↓↓↓

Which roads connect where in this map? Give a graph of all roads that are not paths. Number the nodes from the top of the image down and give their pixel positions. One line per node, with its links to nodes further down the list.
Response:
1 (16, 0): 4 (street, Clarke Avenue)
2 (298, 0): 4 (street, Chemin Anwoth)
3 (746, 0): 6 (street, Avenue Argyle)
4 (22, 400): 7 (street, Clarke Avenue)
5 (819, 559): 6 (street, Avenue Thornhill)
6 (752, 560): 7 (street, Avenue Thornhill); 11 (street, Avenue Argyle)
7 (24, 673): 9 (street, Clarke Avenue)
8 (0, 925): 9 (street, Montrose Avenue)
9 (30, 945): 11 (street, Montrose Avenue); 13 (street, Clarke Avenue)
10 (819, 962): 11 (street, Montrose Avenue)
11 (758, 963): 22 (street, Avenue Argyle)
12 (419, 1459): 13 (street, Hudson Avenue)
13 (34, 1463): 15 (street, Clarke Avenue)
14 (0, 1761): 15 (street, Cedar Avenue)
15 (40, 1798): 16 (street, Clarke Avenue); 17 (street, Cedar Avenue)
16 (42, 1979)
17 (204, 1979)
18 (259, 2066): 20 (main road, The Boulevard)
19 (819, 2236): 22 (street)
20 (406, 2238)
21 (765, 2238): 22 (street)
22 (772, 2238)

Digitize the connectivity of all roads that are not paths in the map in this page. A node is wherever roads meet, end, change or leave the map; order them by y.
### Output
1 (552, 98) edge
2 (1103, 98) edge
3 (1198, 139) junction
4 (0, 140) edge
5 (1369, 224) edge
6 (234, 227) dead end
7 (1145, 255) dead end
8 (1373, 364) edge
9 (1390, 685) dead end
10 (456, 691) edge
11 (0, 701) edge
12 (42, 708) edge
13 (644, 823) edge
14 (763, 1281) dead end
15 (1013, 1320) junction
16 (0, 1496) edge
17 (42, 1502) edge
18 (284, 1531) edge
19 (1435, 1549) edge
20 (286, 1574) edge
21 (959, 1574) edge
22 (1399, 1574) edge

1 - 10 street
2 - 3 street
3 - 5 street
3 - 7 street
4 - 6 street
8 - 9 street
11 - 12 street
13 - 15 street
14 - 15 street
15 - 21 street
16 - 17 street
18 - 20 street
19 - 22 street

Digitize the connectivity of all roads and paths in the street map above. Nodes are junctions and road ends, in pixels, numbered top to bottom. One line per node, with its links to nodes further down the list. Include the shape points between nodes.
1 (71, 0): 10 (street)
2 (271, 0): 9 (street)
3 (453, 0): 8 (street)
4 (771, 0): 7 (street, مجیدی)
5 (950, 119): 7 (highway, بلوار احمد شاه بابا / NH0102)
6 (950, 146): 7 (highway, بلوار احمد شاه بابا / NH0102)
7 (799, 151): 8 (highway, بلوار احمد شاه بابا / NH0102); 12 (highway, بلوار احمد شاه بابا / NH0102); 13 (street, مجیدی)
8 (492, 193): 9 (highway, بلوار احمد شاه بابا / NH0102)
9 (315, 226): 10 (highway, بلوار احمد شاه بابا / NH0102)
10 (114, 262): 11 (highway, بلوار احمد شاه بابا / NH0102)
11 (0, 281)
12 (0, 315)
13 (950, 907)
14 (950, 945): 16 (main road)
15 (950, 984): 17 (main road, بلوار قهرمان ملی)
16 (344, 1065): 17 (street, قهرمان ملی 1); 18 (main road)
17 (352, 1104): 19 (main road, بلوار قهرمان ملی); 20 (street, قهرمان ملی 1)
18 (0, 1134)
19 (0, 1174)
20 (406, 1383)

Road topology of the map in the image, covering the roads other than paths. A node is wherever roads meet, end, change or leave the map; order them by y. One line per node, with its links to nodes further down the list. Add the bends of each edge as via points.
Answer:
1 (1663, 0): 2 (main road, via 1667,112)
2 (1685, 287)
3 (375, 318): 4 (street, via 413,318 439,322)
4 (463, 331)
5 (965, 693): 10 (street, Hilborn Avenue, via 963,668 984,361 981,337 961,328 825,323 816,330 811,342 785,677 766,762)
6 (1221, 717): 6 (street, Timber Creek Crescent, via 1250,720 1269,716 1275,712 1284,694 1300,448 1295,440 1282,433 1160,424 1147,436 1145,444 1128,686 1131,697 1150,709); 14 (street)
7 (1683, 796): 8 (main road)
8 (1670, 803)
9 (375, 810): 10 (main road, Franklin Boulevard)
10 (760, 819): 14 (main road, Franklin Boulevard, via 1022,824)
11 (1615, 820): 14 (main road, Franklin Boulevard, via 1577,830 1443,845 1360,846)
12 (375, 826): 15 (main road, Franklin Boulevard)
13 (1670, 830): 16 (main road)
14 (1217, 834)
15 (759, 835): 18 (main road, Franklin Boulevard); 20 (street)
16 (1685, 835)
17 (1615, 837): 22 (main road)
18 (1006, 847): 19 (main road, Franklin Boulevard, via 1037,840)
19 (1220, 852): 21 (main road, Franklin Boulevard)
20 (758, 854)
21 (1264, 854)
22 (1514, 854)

↑↑↑

## Problem requirements
Give again exactly, and only, the lines above starting at the one with "Digitize the connectivity of all roads and" and ending at the one with "Road topology of".

## Finished task
Digitize the connectivity of all roads and paths in the street map above. Nodes are junctions and road ends, in pixels, numbered top to bottom. One line per node, with its links to nodes further down the list. Include the shape points between nodes.
1 (71, 0): 10 (street)
2 (271, 0): 9 (street)
3 (453, 0): 8 (street)
4 (771, 0): 7 (street, مجیدی)
5 (950, 119): 7 (highway, بلوار احمد شاه بابا / NH0102)
6 (950, 146): 7 (highway, بلوار احمد شاه بابا / NH0102)
7 (799, 151): 8 (highway, بلوار احمد شاه بابا / NH0102); 12 (highway, بلوار احمد شاه بابا / NH0102); 13 (street, مجیدی)
8 (492, 193): 9 (highway, بلوار احمد شاه بابا / NH0102)
9 (315, 226): 10 (highway, بلوار احمد شاه بابا / NH0102)
10 (114, 262): 11 (highway, بلوار احمد شاه بابا / NH0102)
11 (0, 281)
12 (0, 315)
13 (950, 907)
14 (950, 945): 16 (main road)
15 (950, 984): 17 (main road, بلوار قهرمان ملی)
16 (344, 1065): 17 (street, قهرمان ملی 1); 18 (main road)
17 (352, 1104): 19 (main road, بلوار قهرمان ملی); 20 (street, قهرمان ملی 1)
18 (0, 1134)
19 (0, 1174)
20 (406, 1383)

Road topology of the map in the image, covering the roads other than paths. A node is wherever roads meet, end, change or leave the map; order them by y. One line per node, with its links to nodes further down the list. Add the bends of each edge as via points.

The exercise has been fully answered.